Но есть в “Программе из четырех пунктов” момент, вызывающий еще большее замешательство: это откровенное увлечение Шёнберга политикой с позиций силы. “Единодушия евреев следует добиваться любыми средствами”, – заявлял он. Композитор мечтал создать Объединенную еврейскую партию, причем – во избежание прежних роковых ошибок – ее должен был возглавить сильный лидер, который потребовал бы полного подчинения и получил бы его. Даже тогда, в 1938 году, сама идея партии, которой, по сути, управлял бы диктатор, похоже, не смущала Шёнберга. “Недавняя история, – писал он, – научила нас тому, как нужно добиваться пусть не подлинного и добровольного единства, но хотя бы чего-то подобного, дающего тот же эффект. Нам было бы небесполезно поучиться у других, даже если мы с ними не согласны и если их цели враждебны нашим”.

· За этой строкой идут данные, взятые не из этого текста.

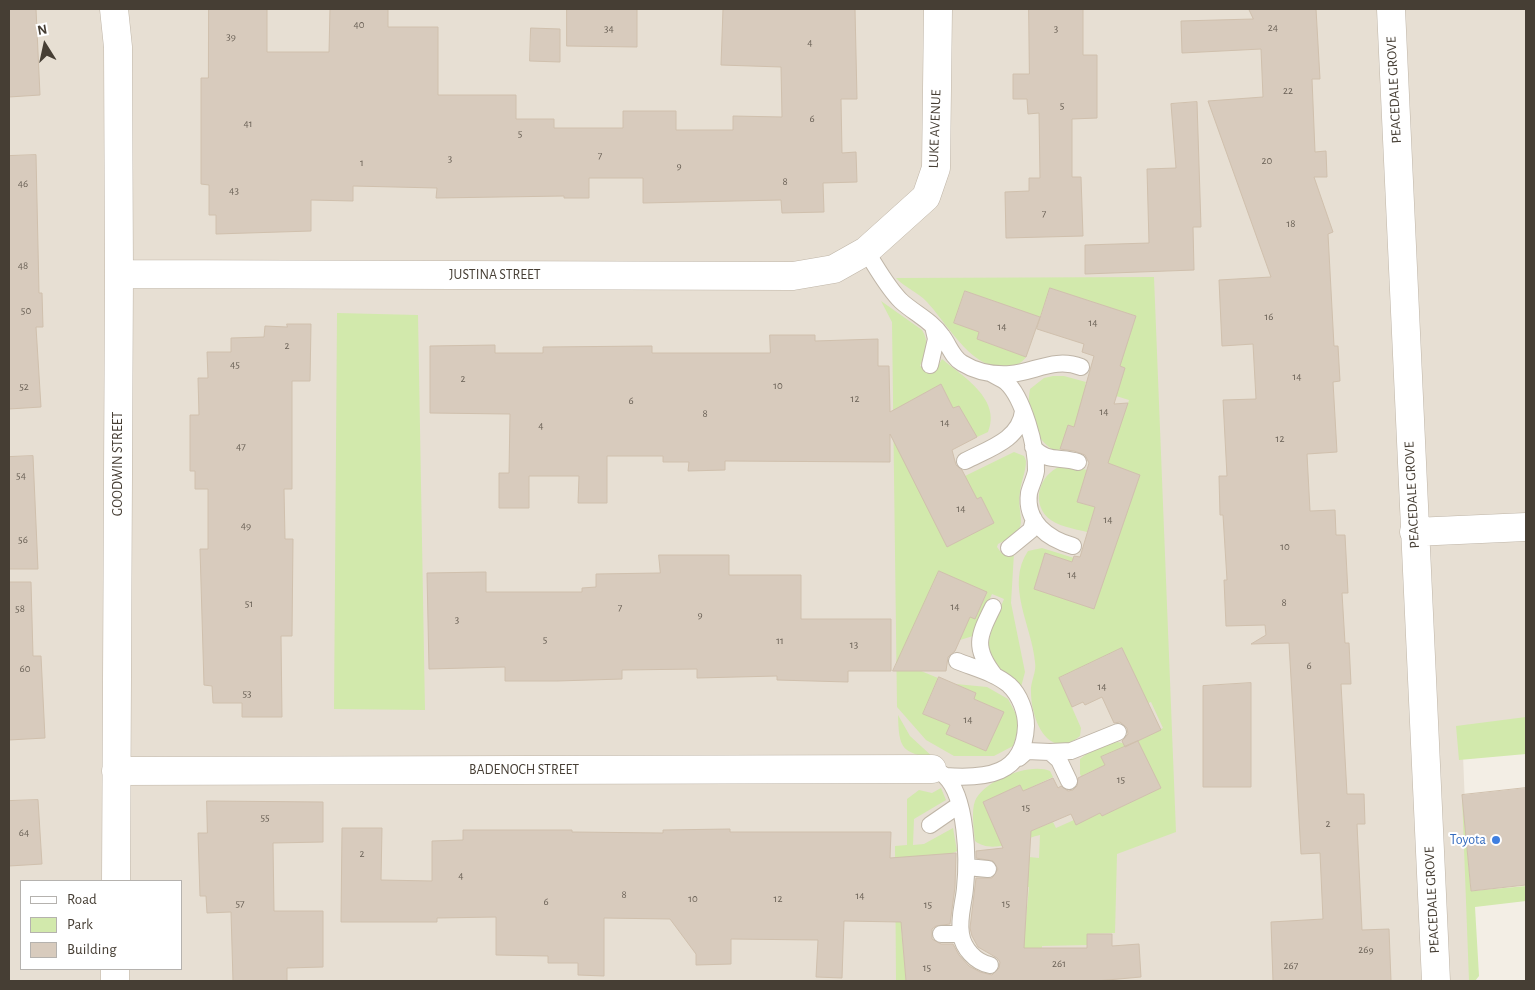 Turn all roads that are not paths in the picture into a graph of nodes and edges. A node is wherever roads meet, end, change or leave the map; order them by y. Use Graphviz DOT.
graph roads {
  1 [pos="114,9"];
  2 [pos="122,9"];
  3 [pos="938,9"];
  4 [pos="1391,9"];
  5 [pos="118,46"];
  6 [pos="866,251"];
  7 [pos="119,274"];
  8 [pos="933,326"];
  9 [pos="930,366"];
  10 [pos="1081,367"];
  11 [pos="992,374"];
  12 [pos="1023,411"];
  13 [pos="1033,447"];
  14 [pos="965,461"];
  15 [pos="1078,462"];
  16 [pos="1034,519"];
  17 [pos="1526,527"];
  18 [pos="1414,532"];
  19 [pos="1073,546"];
  20 [pos="1009,548"];
  21 [pos="992,607"];
  22 [pos="957,661"];
  23 [pos="995,676"];
  24 [pos="1118,732"];
  25 [pos="1050,752"];
  26 [pos="1019,758"];
  27 [pos="116,771"];
  28 [pos="939,772"];
  29 [pos="1069,781"];
  30 [pos="959,805"];
  31 [pos="930,825"];
  32 [pos="967,867"];
  33 [pos="988,869"];
  34 [pos="116,880"];
  35 [pos="941,934"];
  36 [pos="961,934"];
  37 [pos="990,965"];
  38 [pos="1436,981"];
  1 -- 5 [label="street, GOODWIN STREET"];
  2 -- 5 [label="street, GOODWIN STREET"];
  3 -- 6 [label="street, LUKE AVENUE"];
  4 -- 18 [label="street, PEACEDALE GROVE"];
  5 -- 7 [label="street, GOODWIN STREET"];
  6 -- 7 [label="street, JUSTINA STREET"];
  6 -- 8 [label="lane"];
  7 -- 27 [label="street, GOODWIN STREET"];
  8 -- 9 [label="lane"];
  8 -- 11 [label="lane"];
  10 -- 11 [label="lane"];
  11 -- 12 [label="lane"];
  12 -- 13 [label="lane"];
  12 -- 14 [label="lane"];
  13 -- 15 [label="lane"];
  13 -- 16 [label="lane"];
  16 -- 19 [label="lane"];
  16 -- 20 [label="lane"];
  17 -- 18 [label="street"];
  18 -- 38 [label="street, PEACEDALE GROVE"];
  21 -- 23 [label="lane"];
  22 -- 23 [label="lane"];
  23 -- 26 [label="lane"];
  24 -- 25 [label="lane"];
  25 -- 26 [label="lane"];
  25 -- 29 [label="lane"];
  26 -- 28 [label="lane"];
  27 -- 28 [label="street, BADENOCH STREET"];
  27 -- 34 [label="street, GOODWIN STREET"];
  28 -- 30 [label="lane"];
  30 -- 31 [label="lane"];
  30 -- 32 [label="lane"];
  32 -- 33 [label="lane"];
  32 -- 36 [label="lane"];
  35 -- 36 [label="lane"];
  36 -- 37 [label="lane"];
}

Явная готовность Шёнберга заимствовать риторические и политические приемы из инструментария собственных гонителей мешает спокойно воспринимать написанный им текст. Романтическое представление о художнике как о пророке и провидце-одиночке сослужило ему добрую службу, когда он формировался как композитор, помогло укрепить квазирелигиозную веру в собственные идеи и привело к революционным прорывам по отношению к истории музыки. Однако попытка перенести идею избранничества в политическую сферу, и уж тем более в столь скользкий момент, толкала Шёнберга на опасный и антидемократический путь. Что особенно трагично, подобный взгляд, возможно, помешал ему громко забить тревогу, притом что он разглядел угрозу гораздо отчетливее, чем многие другие в то время.
Без сомнения, чувство отчаяния, которым пронизана “Программа из четырех пунктов”, подпитывалось тем фактом, что родственники самого Шёнберга продолжали находиться в опасной зоне, и летом 1938 года до композитора все чаще доходили ужасные сообщения из Европы. В марте Гитлер вторгся в Австрию, и дочь Шёнберга (от первого брака) Труди и ее муж Феликс Грайсле оказались в западне; несколько недель они пребывали в ужасе, пока наконец им не удалось уехать в Нью-Йорк. Однажды в Вене Феликса среди бела дня жестоко избили – у него оказалась вывихнута челюсть и выбито несколько зубов[350]. Брат Шёнберга Генрих – оперный певец (бас), женатый на дочери мэра Зальцбурга, – был изгнан и скрывался где-то в Вене.